Flexibility and the opportunity to work at the cutting-edge of technological innovation are up for grabs as the Home Office launches a 6-month programme for skilled organisers and communicators returning to work after a career break.
With responsibility for homeland security; public safety and borders; and immigration and citizenship, the Home Office is charged with keeping the country safe. The work can be fast-paced and challenging, with the reward of knowing you’re making a difference.
The Home Office Digital Data and Technology (DDaT) branch is looking for ten Delivery Managers to undertake a 6-month supported return-to-work programme.
The programme follows similar initiatives in other parts of the Home Office and wider government, part of a strategy to make Civil Service jobs accessible to a wide range of talented individuals. This is a great opportunity to utilise transferable skills.
“Experience or knowledge of the delivery of technology-based projects would be helpful but most importantly it’s about having great communication skills, good planning, organisation and budgeting,” says Sonia Douspis, the Resourcing Business partner for DDaT.
“The people we bring on board will be based in different parts of the digital unit, across the portfolios.” These include biometrics, immigration, borders technology and police and public protection. This is an exciting opportunity to work in unique areas, contributing towards keeping this country safe. “We will provide returners with unique experiences and opportunities, building their skills so they can thrive.”
Delivery Managers support teams by keeping them motivated, and ensure they have the tools and people they need to see projects through.
Returners could find themselves working with the teams designing and building solutions to help people prove their identity or apply for visas; or those working on IT systems that support policing and counter terrorism.

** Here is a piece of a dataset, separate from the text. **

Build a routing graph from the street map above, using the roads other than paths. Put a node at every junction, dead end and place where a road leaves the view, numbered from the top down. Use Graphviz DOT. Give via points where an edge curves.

They will be ensuring that such projects, which use cutting-edge technology, run smoothly.
The return-to-work programme positions are available on a flexible basis – whether that’s part-time, compressed hours, a job share or including an element of home working. “We are very aware that we are targeting returners and they may need some degree of flexibility,” says Sonia. Most roles will be based in Croydon or London, although there are options for other locations.
She adds that returners will be coming into a supportive and flexible environment, something she knows first-hand. “I joined the Home Office when my son was one and was very conscious of finding an employer who would be flexible enough for me to have a reasonable work/life balance,” she says.

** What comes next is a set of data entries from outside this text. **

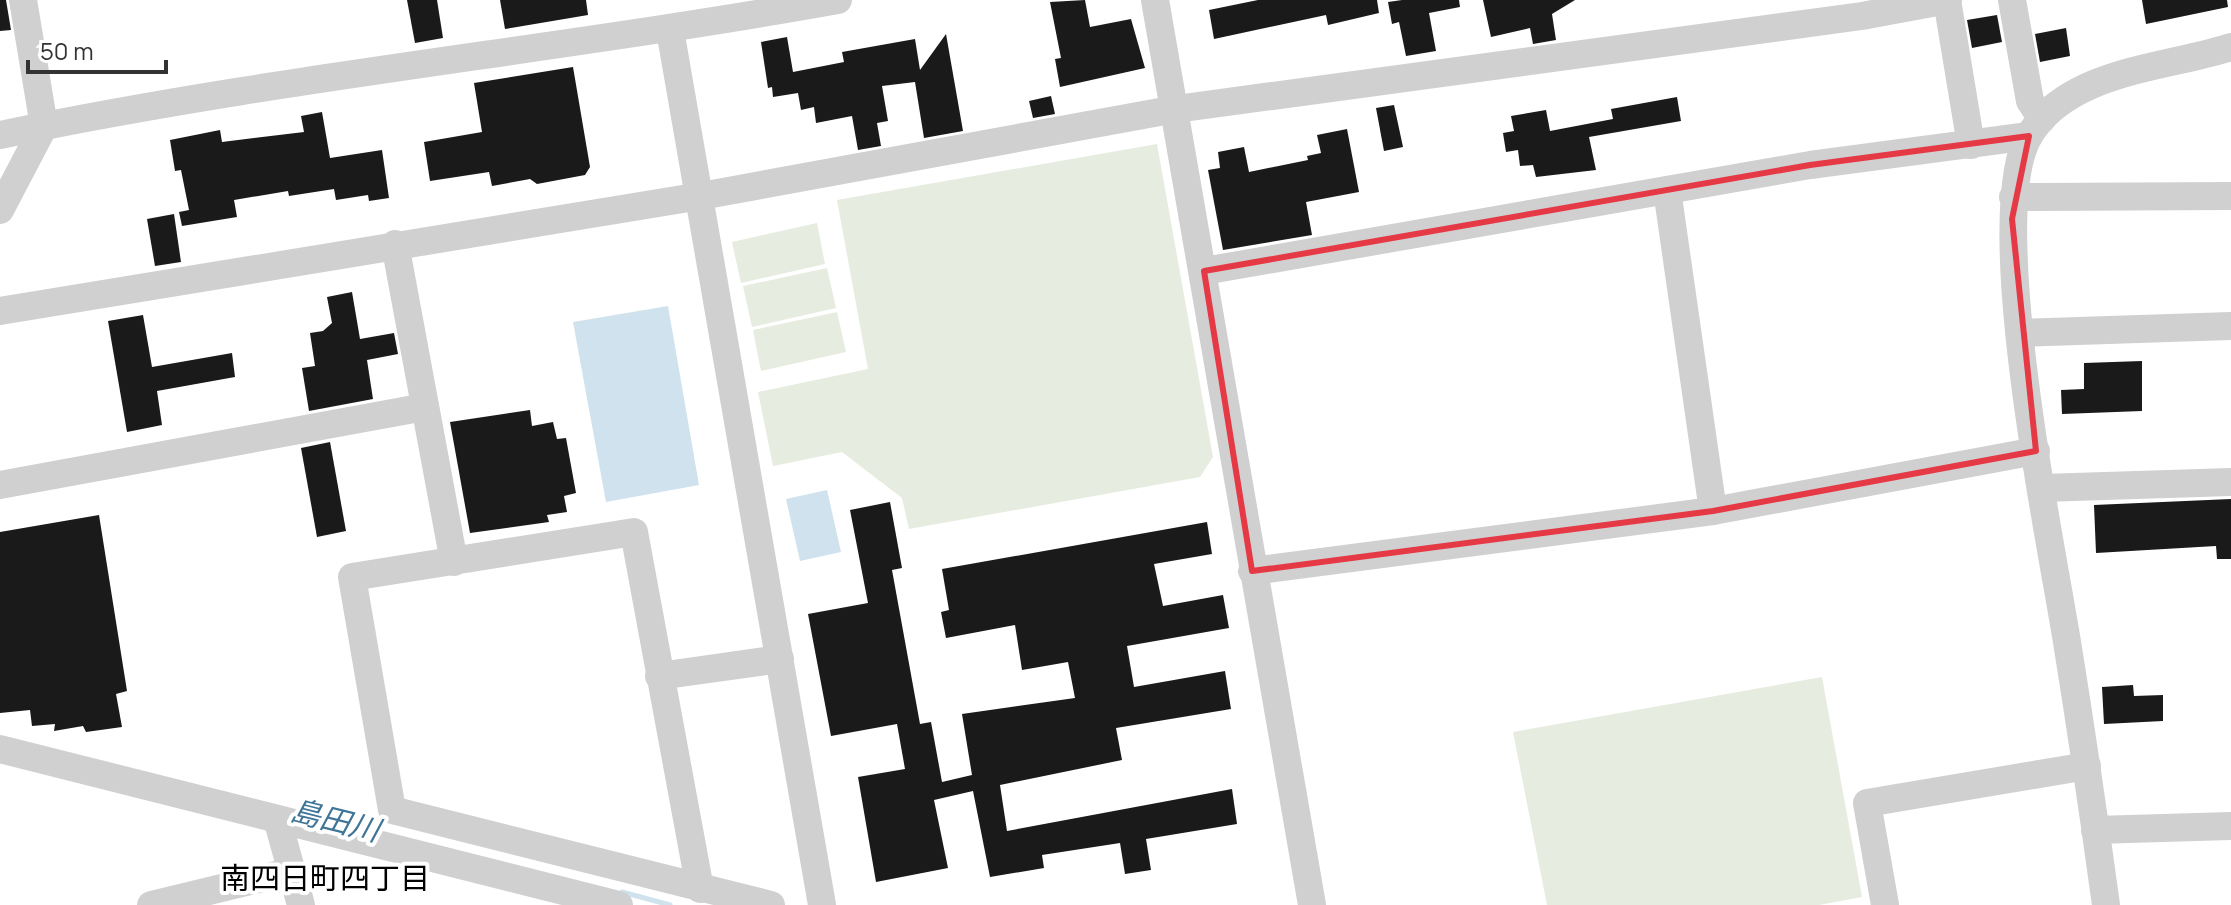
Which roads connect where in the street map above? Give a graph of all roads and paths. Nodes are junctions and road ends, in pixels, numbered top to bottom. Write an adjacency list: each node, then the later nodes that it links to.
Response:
1 (23, 0): 9 (street)
2 (838, 0): 6 (street)
3 (1155, 0): 8 (street)
4 (1947, 0): 8 (street); 12 (street)
5 (2012, 0): 10 (street)
6 (670, 30): 9 (street); 14 (street)
7 (2231, 47): 10 (street)
8 (1176, 109): 14 (street); 19 (street)
9 (44, 126): 11 (street); 17 (street)
10 (2036, 127): 12 (street); 16 (street)
11 (0, 135)
12 (1971, 145): 13 (street)
13 (1667, 190): 19 (street); 28 (street)
14 (701, 196): 18 (street); 31 (street)
15 (2231, 196): 16 (street)
16 (2013, 197): 22 (street)
17 (0, 210)
18 (395, 244): 20 (street); 23 (street)
19 (1204, 271): 30 (street)
20 (0, 311)
21 (2231, 326): 22 (street)
22 (2020, 333): 24 (street)
23 (425, 407): 26 (street); 29 (street)
24 (2036, 451): 27 (street); 28 (street)
25 (2231, 482): 27 (street)
26 (0, 485)
27 (2042, 488): 34 (street)
28 (1713, 511): 30 (street)
29 (454, 562): 32 (street); 39 (street)
30 (1252, 571): 45 (street)
31 (780, 659): 32 (street); 44 (street)
32 (659, 676): 39 (street)
33 (0, 749): 35 (street)
34 (2087, 766): 37 (street); 46 (street)
35 (278, 822): 38 (street); 42 (street)
36 (2231, 826): 37 (street)
37 (2095, 830): 47 (street)
38 (292, 871): 40 (street); 41 (street)
39 (700, 889): 43 (street)
40 (151, 905)
41 (301, 905)
42 (619, 905)
43 (771, 905)
44 (822, 905)
45 (1312, 905)
46 (1885, 905)
47 (2106, 905)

“Little did I know the Home Office would go above and beyond my expectation in terms of flexible working. I am currently working condensed hours from 7.30am to 4pm Monday to Thursday and Friday morning. This pattern not only allows me to pick my son up from nursery but also to have my Friday afternoons off to spend some quality time with him (and save on the high nursery fees) and to squeeze in a gym session or two during the week.”
At the end of the 6-month programme the Home Office will run an open competition process for roles that would suit the returners. The aim of the pilot is to ensure they are prepared and motivated to join Home Office DDaT permanently. “We will appoint on merit but are confident that the returners will be armed with all the tools they need to be appointed to the permanent roles following the return-to-work programme,” says Sonia.
Hannah Davies, Talent and Development Officer in DDaT’s Enterprise Services, says she can’t imagine leaving the Civil Service, simply because of how supported she feels. “I have had two periods of maternity leave since 2009. When I returned to work, I was able to work 23 hours over four days and I continued this until 2018. This allowed my partner and me to work flexibly and to equally spend time with the family, which meant minimal childcare costs.”
Hannah has also been able to advance her career. “In March 2018 I was successful in a promotion and my new team have been equally supportive. Now that my girls are in full-time school, I have been able to increase my hours to 30 hours over five days which allows me to pick them up on all five days.”
The return-to-work programme will be advertised in February and March, with interviews in April. Successful candidates are likely to start in September once security checks have been conducted.
“It’s about finding the right people, supporting them coming back to work after time away and preparing them for permanent roles,” says Sonia.